Ode To Joy is the final movement of Beethoven’s Ninth and last Symphony. The German composer was increasingly aware of his declining health and spent seven years working on this symphony, starting the work in 1818 and finishing early in 1824. The symphony is one of the best known works of the Western classical repertoire and is considered one of Beethoven’s masterpieces.
At the time it was a novel idea to use a chorus and solo voices in a symphony, which is why it’s also called the “Choral” symphony. Beethoven, in fact, had serious misgivings about portraying the music’s message with actual words. Even after the premiere, he apparently came very close to replacing all the vocal lines with instrumental ones.

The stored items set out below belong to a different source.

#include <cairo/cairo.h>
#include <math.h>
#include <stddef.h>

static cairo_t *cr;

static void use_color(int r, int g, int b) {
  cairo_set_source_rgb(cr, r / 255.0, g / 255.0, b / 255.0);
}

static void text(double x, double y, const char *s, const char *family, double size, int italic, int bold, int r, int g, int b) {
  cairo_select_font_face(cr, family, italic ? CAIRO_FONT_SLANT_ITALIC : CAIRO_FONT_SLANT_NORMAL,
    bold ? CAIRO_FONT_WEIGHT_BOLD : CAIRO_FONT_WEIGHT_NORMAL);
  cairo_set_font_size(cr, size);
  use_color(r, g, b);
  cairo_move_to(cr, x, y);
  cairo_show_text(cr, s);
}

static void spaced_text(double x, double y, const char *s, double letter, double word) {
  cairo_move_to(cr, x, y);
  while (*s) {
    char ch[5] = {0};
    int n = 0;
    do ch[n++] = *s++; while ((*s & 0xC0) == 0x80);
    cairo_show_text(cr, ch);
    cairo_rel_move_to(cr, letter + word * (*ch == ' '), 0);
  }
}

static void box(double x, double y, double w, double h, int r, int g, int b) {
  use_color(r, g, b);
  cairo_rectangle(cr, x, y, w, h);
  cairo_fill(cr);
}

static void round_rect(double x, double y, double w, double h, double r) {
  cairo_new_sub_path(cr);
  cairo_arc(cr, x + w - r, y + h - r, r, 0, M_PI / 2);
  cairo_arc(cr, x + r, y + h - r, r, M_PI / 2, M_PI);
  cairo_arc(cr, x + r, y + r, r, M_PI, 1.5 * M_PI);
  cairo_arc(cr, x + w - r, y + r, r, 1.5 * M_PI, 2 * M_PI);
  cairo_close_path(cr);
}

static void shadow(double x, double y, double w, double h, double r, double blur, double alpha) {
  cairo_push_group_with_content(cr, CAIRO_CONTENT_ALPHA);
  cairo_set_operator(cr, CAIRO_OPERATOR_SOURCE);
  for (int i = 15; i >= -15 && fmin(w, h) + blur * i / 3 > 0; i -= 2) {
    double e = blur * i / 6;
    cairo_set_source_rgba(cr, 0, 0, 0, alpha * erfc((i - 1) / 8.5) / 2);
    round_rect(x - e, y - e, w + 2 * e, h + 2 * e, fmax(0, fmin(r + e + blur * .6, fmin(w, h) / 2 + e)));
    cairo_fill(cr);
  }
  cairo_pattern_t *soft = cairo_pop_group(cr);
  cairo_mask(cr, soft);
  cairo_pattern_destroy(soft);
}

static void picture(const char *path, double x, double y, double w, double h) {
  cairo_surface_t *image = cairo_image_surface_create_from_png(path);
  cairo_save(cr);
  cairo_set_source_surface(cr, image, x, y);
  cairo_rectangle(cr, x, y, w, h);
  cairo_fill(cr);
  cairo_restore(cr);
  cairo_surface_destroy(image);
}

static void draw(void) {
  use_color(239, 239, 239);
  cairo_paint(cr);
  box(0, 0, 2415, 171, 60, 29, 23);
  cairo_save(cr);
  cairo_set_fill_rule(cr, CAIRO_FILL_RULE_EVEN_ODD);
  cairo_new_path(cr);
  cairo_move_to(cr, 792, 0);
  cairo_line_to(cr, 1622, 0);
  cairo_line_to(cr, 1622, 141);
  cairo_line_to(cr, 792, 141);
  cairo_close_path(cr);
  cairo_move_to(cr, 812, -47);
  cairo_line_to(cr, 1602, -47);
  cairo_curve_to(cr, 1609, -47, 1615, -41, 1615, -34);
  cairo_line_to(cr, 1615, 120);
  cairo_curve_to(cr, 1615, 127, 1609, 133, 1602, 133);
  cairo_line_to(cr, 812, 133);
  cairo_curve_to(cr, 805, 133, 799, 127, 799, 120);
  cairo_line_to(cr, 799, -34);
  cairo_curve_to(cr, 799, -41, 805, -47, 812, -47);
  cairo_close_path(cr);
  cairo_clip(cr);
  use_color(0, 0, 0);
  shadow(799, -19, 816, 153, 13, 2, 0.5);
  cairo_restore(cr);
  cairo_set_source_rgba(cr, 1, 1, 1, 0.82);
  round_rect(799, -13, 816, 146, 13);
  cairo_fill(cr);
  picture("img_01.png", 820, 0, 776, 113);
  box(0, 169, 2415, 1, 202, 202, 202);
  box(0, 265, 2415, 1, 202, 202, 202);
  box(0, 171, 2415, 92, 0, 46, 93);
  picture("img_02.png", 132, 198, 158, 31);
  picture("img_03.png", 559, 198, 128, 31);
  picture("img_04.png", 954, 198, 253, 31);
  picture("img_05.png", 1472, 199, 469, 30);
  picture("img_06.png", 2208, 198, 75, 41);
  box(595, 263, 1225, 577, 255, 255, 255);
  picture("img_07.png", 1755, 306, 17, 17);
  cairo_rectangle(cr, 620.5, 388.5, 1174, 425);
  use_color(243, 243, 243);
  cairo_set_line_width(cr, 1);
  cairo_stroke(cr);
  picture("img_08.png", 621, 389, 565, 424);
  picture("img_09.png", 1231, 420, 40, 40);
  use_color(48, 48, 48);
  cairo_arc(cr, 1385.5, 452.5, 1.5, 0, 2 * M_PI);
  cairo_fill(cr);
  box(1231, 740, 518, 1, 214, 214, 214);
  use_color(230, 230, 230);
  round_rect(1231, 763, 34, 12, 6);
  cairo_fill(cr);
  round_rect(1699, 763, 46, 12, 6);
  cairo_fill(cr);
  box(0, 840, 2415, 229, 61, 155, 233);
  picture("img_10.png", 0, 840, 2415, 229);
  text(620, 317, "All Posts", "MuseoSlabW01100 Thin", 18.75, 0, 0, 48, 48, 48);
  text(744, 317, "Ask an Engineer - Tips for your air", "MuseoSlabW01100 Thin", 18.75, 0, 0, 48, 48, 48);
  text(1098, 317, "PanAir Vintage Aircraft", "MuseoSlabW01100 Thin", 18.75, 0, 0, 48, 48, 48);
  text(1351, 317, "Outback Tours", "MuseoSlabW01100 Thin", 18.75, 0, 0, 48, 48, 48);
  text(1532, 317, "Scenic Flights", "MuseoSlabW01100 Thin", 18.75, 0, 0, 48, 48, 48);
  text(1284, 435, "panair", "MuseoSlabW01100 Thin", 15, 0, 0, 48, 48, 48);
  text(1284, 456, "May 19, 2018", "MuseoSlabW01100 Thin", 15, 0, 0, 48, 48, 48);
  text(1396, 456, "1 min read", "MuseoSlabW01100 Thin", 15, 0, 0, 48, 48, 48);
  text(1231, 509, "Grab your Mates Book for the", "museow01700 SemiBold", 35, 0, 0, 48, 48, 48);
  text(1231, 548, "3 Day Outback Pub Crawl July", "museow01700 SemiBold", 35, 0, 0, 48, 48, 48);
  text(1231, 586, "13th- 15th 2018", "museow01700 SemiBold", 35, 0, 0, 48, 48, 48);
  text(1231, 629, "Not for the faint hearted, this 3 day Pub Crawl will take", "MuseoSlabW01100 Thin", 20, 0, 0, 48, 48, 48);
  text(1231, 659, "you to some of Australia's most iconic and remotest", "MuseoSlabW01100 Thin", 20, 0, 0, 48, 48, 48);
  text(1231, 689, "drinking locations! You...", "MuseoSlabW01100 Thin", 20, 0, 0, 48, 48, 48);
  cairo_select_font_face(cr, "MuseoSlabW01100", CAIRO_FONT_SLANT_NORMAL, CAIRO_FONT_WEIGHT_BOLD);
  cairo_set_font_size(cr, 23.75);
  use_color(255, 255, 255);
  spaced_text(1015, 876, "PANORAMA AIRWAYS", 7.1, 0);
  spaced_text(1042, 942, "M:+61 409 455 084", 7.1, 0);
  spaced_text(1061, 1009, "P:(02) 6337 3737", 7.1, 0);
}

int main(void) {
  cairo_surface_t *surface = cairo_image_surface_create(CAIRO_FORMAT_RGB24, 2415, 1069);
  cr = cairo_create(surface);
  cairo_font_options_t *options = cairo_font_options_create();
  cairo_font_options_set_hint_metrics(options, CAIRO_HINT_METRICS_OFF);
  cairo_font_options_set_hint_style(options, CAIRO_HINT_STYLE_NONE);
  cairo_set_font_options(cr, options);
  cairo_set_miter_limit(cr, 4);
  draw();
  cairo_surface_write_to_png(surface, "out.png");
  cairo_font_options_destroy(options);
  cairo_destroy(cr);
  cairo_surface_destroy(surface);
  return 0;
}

The words, which are sung by four vocal soloists and a chorus, emanate a strong belief in mankind. They were taken from a poem written by German writer Friedrich Schiller in 1785 and revised in 1803, with additions made by Beethoven.
Beethoven was completely deaf when he embarked on this masterpiece, and it’s a tragedy that he never heard a single note of it except inside his head. At the end of the symphony’s first performance the German composer, who had been directing the piece and was consequently facing the orchestra, had to be turned around by the contralto Caroline Unger so that he could see the audience’s ecstatic reaction. Beethoven had been unaware of the tumultuous roars of applause behind him.
via Ode To Joy by Ludwig Van Beethoven Songfacts.
I think Joy is a pretty good word to describe the people in this video.
Brad, you touch me deeply as does this music. The spirit of the music that you feel and share humbles me and makes me realize that with the help of God we can sustain almost anything and still feel joy which is really only the other side of sorrow.
Bless you and your family during this most joyous of seasons.